El tercer disco de los madrileños Mohama Saz aspira a su consolidación en el terreno del crossover donde todo es una influencia posible. Al menos para ellos. Con la esencia predominante de sonidos turcos, mutan del jazz al rock, de la jam al ambient con gran facilidad, dadas sus amplias trayectorias individuales.
El baglama-saz de Javier Alonso brilla por sí mismo; una innovación que sólo a él se le habría ocurrido incorporar al rock. Va acompañado por otros timbres que nada añoran la potencial ausencia de la guitarra: como el clarinete y el saxo de Arturo Pueyo, o el bouzuki de Sergio Ceballos.
Una intro minimalista de cinco notas; ese es el arranque de ‘Los jinetes del destino’: solemne, introspectivo, alucinógeno, y plantea una entradilla para el cóctel de piezas largas que son ‘Avisenawino’ ‘Esplendor de cristal’ y ‘Nenúfar’.
‘Avisenawino’ se concibe con una estructura sencilla, igual que su premisa lírica, pero permitiendo el ensamblamiento de motivos cada vez más complejos y la creación de esos ambientes que, a falta de un lenguaje mejor, tipificamos con pasmosa vaguedad de “psicodélicos”.
El na-na-na que abre ‘Esplendor de cristal’ no la hace parecer la dura crítica contra las soberanías y monarquías, contra el control del poder, que realmente es. Pero porque tampoco esto es demasiado evidente. Un sentido tragicómico impera en las melodías y líricas de Mohama Saz, que junto con escalas, que no disuelven nunca del todo la tensión armónica, crean un ambiente de deliciosa incertidumbre. Tampoco ayuda al “pensamiento fácil” su arte gráfico, con simbología mística: mudras, escaleras, coronas… Unas representaciones gráficas sobre el poder en una apurada dualidad: el poder establecido y el verdadero poder (el espiritual). Un acierto, con respecto a anteriores ilustraciones, donde se perdían por el arte pictórico abstracto (como ocurría en "Negro es el poder").
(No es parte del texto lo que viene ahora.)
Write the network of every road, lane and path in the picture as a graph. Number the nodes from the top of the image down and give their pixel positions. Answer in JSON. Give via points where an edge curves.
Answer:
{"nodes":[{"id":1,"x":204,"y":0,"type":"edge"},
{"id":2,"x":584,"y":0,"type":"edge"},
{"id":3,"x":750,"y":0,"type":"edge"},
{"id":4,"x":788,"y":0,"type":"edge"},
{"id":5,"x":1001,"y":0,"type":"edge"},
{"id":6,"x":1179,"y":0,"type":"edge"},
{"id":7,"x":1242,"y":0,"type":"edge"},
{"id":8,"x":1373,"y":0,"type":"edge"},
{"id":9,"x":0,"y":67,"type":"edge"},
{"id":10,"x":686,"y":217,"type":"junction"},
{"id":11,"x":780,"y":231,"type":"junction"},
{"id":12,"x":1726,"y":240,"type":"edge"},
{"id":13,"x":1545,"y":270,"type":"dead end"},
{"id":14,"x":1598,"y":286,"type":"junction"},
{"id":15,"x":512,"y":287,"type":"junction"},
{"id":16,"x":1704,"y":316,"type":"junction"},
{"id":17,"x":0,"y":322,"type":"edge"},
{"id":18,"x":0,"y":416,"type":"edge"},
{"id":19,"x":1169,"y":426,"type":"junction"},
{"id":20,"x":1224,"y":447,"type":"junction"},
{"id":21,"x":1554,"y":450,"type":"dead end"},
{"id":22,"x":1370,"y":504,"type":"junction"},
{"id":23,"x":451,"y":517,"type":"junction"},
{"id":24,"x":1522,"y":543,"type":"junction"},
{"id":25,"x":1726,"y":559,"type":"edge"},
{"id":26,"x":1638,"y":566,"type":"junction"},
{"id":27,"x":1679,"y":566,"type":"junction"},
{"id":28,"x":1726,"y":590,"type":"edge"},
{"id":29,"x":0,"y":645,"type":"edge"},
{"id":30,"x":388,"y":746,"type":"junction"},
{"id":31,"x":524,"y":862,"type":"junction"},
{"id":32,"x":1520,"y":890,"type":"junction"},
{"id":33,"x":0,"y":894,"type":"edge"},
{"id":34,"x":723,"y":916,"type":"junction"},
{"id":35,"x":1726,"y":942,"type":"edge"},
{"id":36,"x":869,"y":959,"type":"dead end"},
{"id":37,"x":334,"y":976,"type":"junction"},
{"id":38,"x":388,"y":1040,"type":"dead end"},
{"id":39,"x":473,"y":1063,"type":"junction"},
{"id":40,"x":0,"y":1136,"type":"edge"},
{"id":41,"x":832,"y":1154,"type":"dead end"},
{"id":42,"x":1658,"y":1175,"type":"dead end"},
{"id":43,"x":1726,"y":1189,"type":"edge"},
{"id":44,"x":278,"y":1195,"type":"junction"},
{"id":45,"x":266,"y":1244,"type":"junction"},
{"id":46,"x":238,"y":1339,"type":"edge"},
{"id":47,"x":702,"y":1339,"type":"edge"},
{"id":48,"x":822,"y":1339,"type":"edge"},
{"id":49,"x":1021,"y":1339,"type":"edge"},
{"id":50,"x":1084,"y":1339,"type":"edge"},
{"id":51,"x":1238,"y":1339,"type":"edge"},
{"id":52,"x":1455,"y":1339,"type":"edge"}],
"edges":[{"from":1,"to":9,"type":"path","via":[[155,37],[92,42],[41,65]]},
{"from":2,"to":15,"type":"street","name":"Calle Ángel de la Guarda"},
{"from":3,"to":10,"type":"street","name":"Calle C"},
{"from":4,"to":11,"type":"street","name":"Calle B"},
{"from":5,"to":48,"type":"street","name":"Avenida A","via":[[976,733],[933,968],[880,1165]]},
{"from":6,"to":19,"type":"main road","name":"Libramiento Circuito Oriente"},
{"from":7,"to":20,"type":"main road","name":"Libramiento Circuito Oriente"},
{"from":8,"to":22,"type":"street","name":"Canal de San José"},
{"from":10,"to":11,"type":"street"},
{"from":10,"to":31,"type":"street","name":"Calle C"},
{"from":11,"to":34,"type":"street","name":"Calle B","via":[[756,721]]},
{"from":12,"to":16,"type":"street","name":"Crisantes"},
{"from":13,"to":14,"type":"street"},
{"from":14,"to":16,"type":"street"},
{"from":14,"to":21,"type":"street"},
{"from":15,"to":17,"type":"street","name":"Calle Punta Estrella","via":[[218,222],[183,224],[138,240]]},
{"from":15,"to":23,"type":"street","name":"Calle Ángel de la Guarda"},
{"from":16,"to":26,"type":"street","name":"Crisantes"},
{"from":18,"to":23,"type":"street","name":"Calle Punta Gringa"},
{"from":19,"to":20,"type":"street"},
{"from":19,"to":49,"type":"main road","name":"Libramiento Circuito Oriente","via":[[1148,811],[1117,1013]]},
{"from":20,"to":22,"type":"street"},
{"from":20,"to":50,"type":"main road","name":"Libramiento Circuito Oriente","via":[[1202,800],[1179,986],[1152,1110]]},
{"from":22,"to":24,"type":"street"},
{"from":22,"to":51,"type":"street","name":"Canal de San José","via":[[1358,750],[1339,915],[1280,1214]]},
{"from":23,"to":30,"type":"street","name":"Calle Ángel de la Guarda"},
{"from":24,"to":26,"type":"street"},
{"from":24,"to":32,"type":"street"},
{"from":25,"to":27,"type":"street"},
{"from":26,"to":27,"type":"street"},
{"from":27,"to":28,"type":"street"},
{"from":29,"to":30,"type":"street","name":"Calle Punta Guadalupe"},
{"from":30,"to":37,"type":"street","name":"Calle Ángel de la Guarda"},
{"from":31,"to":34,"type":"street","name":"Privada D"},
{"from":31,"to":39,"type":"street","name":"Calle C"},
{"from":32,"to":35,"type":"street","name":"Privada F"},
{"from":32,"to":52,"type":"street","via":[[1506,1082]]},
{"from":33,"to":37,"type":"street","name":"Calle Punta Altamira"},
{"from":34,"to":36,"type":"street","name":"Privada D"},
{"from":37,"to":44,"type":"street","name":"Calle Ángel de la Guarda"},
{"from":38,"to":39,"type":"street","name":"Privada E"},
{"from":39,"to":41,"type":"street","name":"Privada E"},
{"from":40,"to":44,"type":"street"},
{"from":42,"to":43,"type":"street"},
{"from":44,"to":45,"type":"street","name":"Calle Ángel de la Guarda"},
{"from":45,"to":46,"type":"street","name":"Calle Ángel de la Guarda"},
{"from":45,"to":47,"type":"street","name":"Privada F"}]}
Las extravagantes versiones ‘Erzeroumi Shoror’ (una canción tradicional armenia) y ‘Altiplano’, una recreación de Putucun y Viday, tonadas tradicionales de Bolivia) nos hacen cruzar el planeta, del Cáucaso a Los Andes. Son como 12.000km, es decir, casi las antípodas. ‘Altiplano’ nos la traen convertida en la más cantable y luego jazzística pieza de un disco en el que predominan en momentos pausados, pero con arrebatos como ‘Semana Santa’, que empieza lúgubre pero se deconstruye en el lamento errático del clarinete. Luego explota y desemboca en una escala tan mediterránea como la menor armónica, la escala árabe por antonomasia.
Y finalmente, el epílogo ‘La marcha del rey’, evidenciándose el disco como un rico crisol intercultural, un viaje musical en el que, tanto los músicos como el oyente, se deleitan sin el deseo de una excesiva ostentosidad, pero con la llama viva de la curiosidad. Es como si por un rato fuéramos “turistas de los sonidos” del mundo. Y es que Mohama Saz han conseguido un trabajo muy notable, sin la abundancia de colaboraciones del anterior disco, y sin pretensiones locas. Ahora, de hecho, no han invitado a ningún músico externo, y se han centrado en sus propios instrumentos y en la interpretación inspirada y cargada de experimentación. Hacen patente el desconocimiento que tenemos (que hasta Internet tiene) de la culturas del Cáucaso. Y no es que hagan una búsqueda intelectual en el makam; sistema de tipos de melodía utilizados en la música clásica árabe, persa y turca. O el concepto de microtono o Koma, que también es herencia de esta región; no hay una innovación en ese género llamado anatolian rock o en la herencia de la rica música progresiva turca que tuvo su auge en los 60/70. Pero en algunas piezas se intuyen los deseos de aproximarse, desde la curiosidad, a todas estas cuestiones; siempre sin perder raigambre. Y es que decir exótico es quedarse corto.